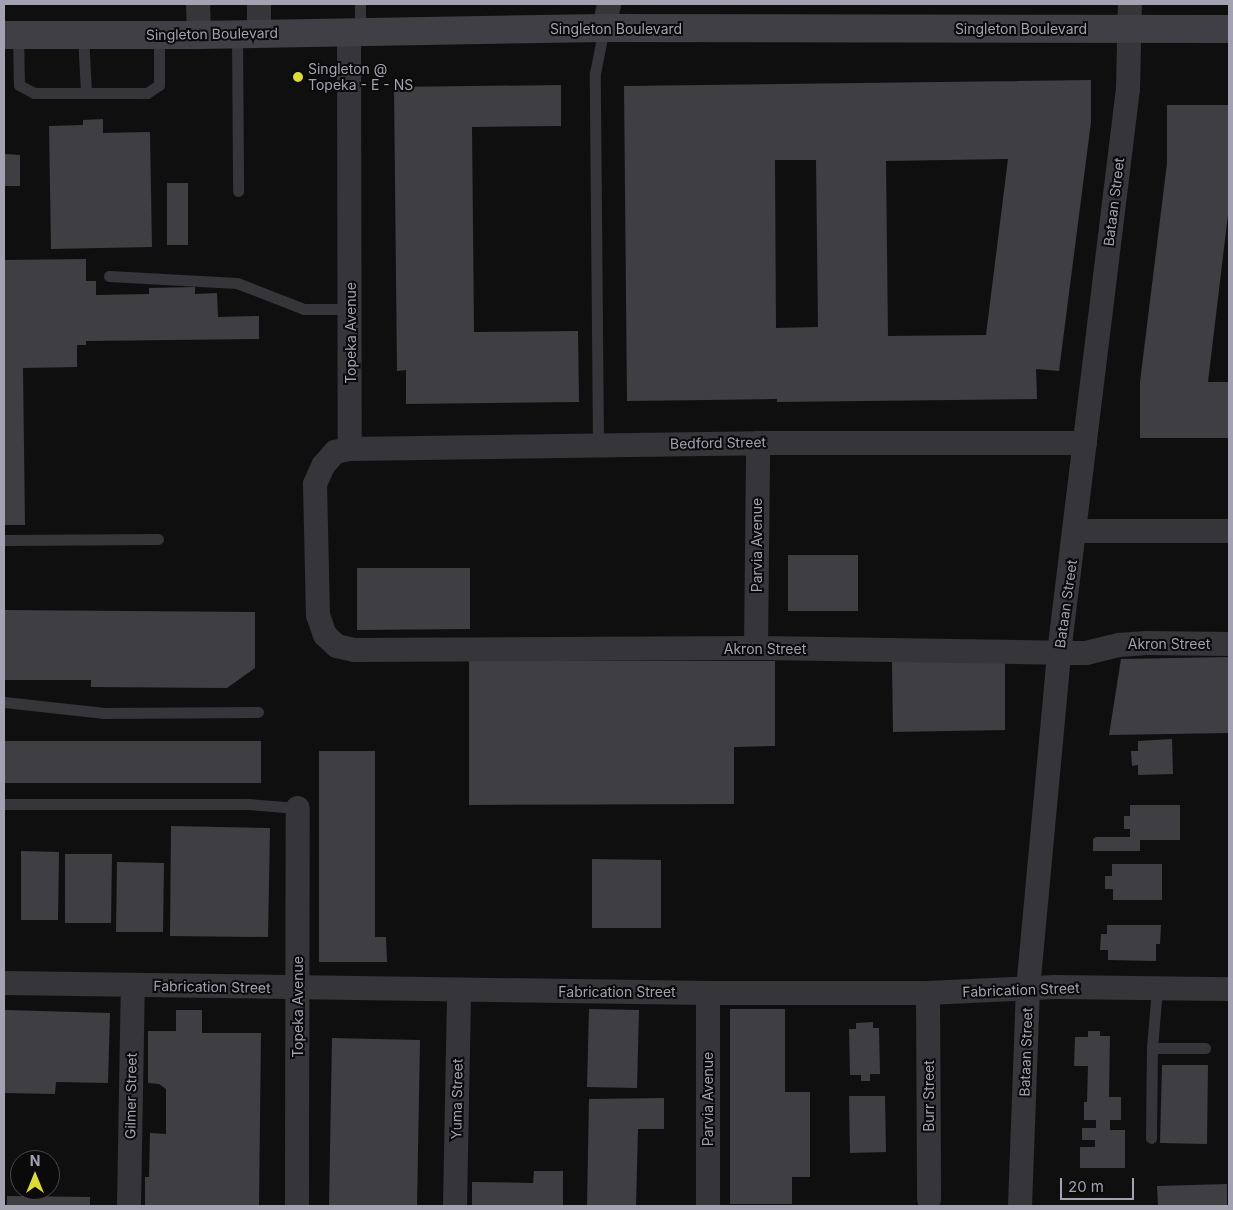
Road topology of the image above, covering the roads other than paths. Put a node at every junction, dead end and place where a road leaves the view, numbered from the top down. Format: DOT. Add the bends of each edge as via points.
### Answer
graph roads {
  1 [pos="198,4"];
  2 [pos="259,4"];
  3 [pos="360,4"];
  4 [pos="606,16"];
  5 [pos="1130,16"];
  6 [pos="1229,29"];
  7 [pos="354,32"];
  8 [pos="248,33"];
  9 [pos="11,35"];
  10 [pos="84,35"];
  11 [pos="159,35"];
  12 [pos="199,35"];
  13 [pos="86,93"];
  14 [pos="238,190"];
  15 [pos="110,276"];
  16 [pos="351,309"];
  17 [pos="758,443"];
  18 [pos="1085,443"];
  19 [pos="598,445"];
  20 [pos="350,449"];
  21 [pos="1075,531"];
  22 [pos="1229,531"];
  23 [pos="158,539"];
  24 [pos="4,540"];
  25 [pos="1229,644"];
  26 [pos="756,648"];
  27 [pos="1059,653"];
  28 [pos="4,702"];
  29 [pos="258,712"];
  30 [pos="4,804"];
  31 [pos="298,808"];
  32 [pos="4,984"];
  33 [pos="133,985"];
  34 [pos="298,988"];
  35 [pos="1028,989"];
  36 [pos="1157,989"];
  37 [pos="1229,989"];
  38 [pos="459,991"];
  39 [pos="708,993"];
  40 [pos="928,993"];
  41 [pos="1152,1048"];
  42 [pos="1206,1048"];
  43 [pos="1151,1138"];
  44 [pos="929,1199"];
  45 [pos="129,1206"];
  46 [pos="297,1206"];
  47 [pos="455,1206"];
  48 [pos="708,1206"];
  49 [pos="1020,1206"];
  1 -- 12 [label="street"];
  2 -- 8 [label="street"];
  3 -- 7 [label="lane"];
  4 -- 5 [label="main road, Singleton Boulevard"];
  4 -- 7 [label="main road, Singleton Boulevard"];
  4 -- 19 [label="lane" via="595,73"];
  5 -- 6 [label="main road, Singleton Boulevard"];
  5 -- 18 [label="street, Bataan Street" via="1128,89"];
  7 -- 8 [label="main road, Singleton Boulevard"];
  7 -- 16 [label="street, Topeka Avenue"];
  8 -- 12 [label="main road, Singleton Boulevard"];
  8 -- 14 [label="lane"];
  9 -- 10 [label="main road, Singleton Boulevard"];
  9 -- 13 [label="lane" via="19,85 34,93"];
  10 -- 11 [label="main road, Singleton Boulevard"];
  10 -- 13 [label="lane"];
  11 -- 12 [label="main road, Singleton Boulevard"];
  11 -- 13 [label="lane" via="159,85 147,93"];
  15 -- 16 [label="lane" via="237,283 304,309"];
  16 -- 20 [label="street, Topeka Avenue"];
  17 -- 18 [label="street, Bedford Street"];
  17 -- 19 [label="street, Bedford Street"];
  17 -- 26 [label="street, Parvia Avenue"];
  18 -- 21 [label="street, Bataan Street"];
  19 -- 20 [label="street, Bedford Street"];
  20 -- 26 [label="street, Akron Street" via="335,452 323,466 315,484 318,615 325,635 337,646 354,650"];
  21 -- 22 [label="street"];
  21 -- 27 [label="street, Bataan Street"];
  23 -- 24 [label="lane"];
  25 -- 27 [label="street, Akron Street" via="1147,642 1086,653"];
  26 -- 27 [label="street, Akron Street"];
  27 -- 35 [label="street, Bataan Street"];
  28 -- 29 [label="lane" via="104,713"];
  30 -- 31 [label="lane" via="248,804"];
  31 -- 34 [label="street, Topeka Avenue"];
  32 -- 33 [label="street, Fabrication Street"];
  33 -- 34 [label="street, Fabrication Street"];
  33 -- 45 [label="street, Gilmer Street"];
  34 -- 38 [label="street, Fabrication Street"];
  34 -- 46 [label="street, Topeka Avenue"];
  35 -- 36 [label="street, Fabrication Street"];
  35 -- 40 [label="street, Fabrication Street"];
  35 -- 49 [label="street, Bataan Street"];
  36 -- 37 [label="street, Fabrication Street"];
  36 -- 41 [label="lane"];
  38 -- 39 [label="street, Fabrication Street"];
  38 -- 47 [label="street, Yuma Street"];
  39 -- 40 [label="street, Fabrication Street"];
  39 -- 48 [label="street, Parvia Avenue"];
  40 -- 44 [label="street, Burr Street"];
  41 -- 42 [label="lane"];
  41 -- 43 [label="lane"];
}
* * *
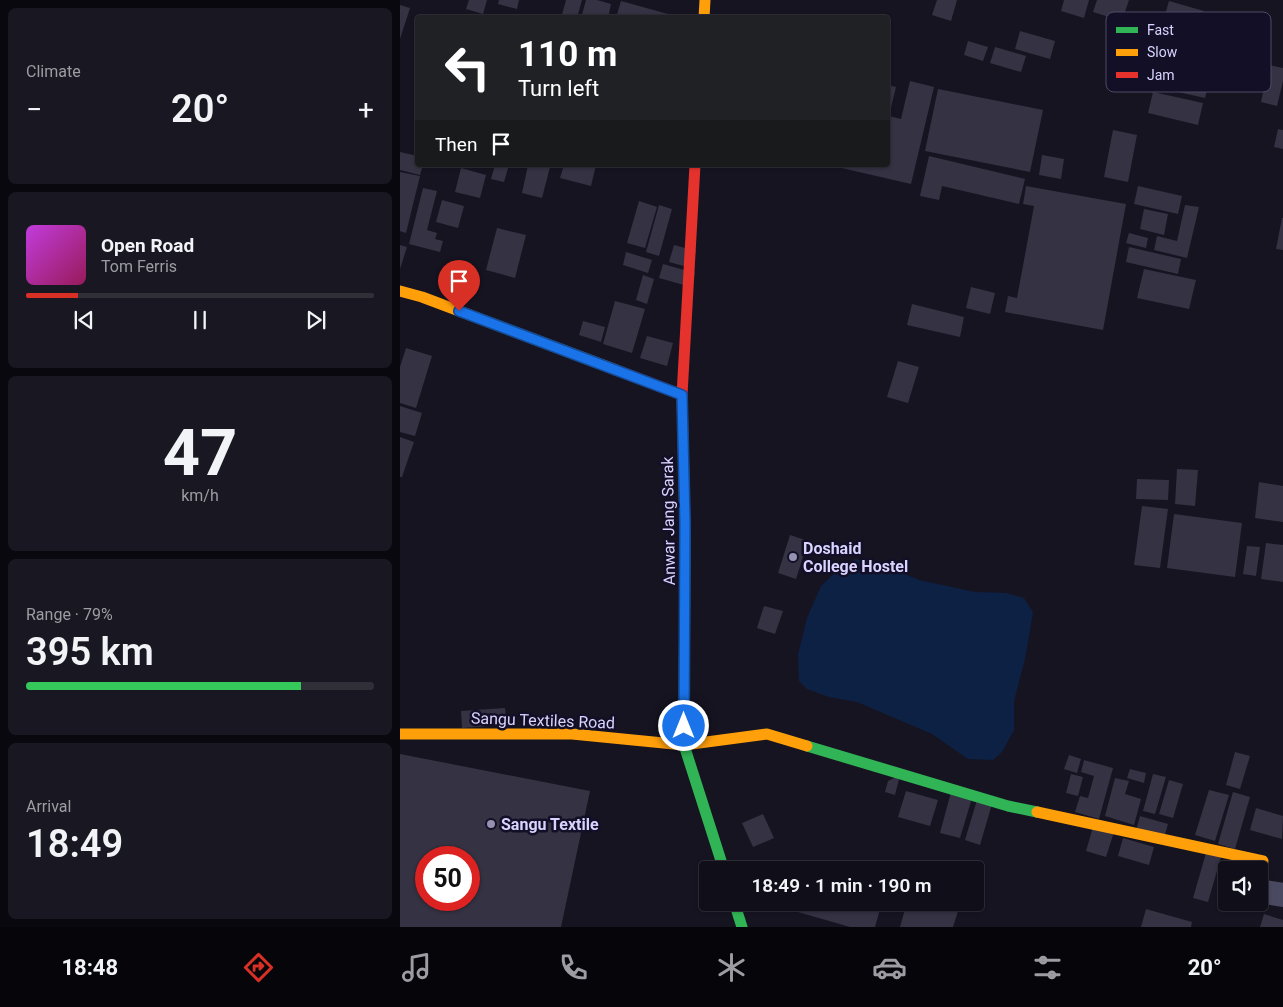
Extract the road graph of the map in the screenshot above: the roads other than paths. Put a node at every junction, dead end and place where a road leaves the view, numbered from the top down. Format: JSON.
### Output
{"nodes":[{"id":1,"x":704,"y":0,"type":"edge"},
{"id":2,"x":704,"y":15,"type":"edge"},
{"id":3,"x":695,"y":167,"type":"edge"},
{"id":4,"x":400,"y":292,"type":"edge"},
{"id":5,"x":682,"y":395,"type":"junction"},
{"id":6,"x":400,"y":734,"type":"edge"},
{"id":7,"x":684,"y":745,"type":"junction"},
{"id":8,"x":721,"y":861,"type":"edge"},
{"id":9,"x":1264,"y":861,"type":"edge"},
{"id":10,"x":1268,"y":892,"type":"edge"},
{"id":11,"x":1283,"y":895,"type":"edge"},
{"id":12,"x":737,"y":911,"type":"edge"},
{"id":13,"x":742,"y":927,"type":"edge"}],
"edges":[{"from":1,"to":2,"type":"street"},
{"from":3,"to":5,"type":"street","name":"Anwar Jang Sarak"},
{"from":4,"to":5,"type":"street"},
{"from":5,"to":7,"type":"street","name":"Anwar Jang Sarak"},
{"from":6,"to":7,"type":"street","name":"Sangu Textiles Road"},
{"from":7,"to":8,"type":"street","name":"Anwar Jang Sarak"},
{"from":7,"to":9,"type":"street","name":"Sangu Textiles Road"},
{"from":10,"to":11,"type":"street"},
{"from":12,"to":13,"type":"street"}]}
---
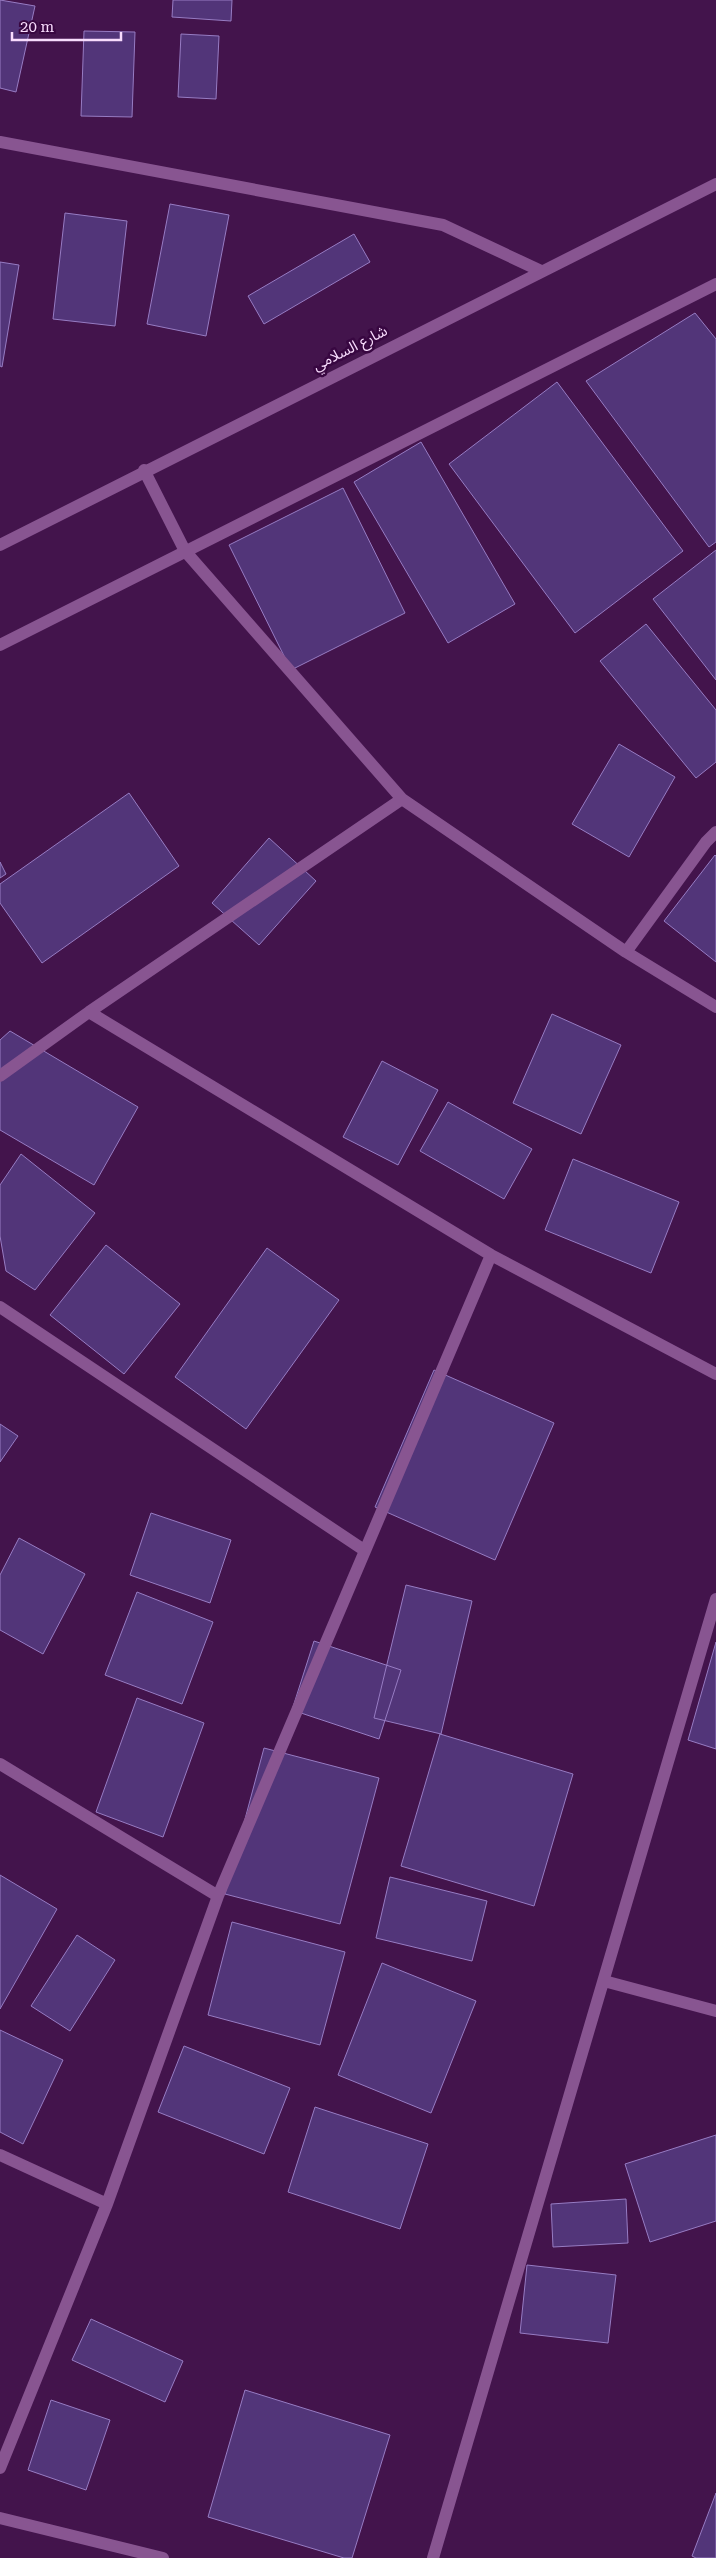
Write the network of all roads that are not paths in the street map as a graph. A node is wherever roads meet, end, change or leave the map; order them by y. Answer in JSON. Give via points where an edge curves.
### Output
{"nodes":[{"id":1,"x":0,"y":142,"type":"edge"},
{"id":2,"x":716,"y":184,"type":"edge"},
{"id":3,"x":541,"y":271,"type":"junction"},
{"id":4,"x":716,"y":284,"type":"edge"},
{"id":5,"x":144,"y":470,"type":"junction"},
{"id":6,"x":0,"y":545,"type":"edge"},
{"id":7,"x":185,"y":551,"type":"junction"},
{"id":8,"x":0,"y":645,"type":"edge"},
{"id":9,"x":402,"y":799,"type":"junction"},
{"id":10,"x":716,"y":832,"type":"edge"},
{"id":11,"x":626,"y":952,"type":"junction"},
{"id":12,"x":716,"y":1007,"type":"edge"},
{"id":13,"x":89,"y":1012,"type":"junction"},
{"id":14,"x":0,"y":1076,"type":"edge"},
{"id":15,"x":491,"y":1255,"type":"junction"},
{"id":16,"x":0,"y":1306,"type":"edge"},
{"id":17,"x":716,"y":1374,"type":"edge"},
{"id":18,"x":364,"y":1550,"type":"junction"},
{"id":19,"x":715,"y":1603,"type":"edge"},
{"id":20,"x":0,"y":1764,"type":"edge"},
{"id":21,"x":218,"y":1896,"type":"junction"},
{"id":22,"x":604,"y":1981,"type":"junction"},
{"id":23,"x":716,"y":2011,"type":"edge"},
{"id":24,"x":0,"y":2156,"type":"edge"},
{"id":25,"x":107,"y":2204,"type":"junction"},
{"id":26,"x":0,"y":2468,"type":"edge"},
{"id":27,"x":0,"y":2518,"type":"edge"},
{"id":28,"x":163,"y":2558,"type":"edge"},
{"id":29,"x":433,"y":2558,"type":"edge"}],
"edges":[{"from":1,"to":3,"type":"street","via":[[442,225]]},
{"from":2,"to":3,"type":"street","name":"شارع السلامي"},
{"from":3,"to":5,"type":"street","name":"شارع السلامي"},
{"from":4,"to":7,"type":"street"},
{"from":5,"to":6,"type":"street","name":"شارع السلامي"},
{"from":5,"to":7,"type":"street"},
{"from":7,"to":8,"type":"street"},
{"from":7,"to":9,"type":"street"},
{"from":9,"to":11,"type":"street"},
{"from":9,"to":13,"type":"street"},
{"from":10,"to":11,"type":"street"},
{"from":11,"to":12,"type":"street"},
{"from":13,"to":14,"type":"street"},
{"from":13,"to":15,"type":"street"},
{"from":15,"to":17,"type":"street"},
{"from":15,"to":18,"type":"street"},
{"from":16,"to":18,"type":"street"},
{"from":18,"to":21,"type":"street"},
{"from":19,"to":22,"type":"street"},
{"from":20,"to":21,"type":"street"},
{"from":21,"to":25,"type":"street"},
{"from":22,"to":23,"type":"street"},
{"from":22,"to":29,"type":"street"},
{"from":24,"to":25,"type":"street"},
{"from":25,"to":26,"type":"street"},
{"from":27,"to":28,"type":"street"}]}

TRY IT
Looking through the data above, copy out each line in which the string "every" occurs.

PROBLEM SOLUTION
Road topology of the image above, covering the roads other than paths. Put a node at every junction, dead end and place where a road leaves the view, numbered from the top down. Format: DOT. Add the bends of each edge as via points.
Extract the road graph of the map in the screenshot above: the roads other than paths. Put a node at every junction, dead end and place where a road leaves the view, numbered from the top down. Format: JSON.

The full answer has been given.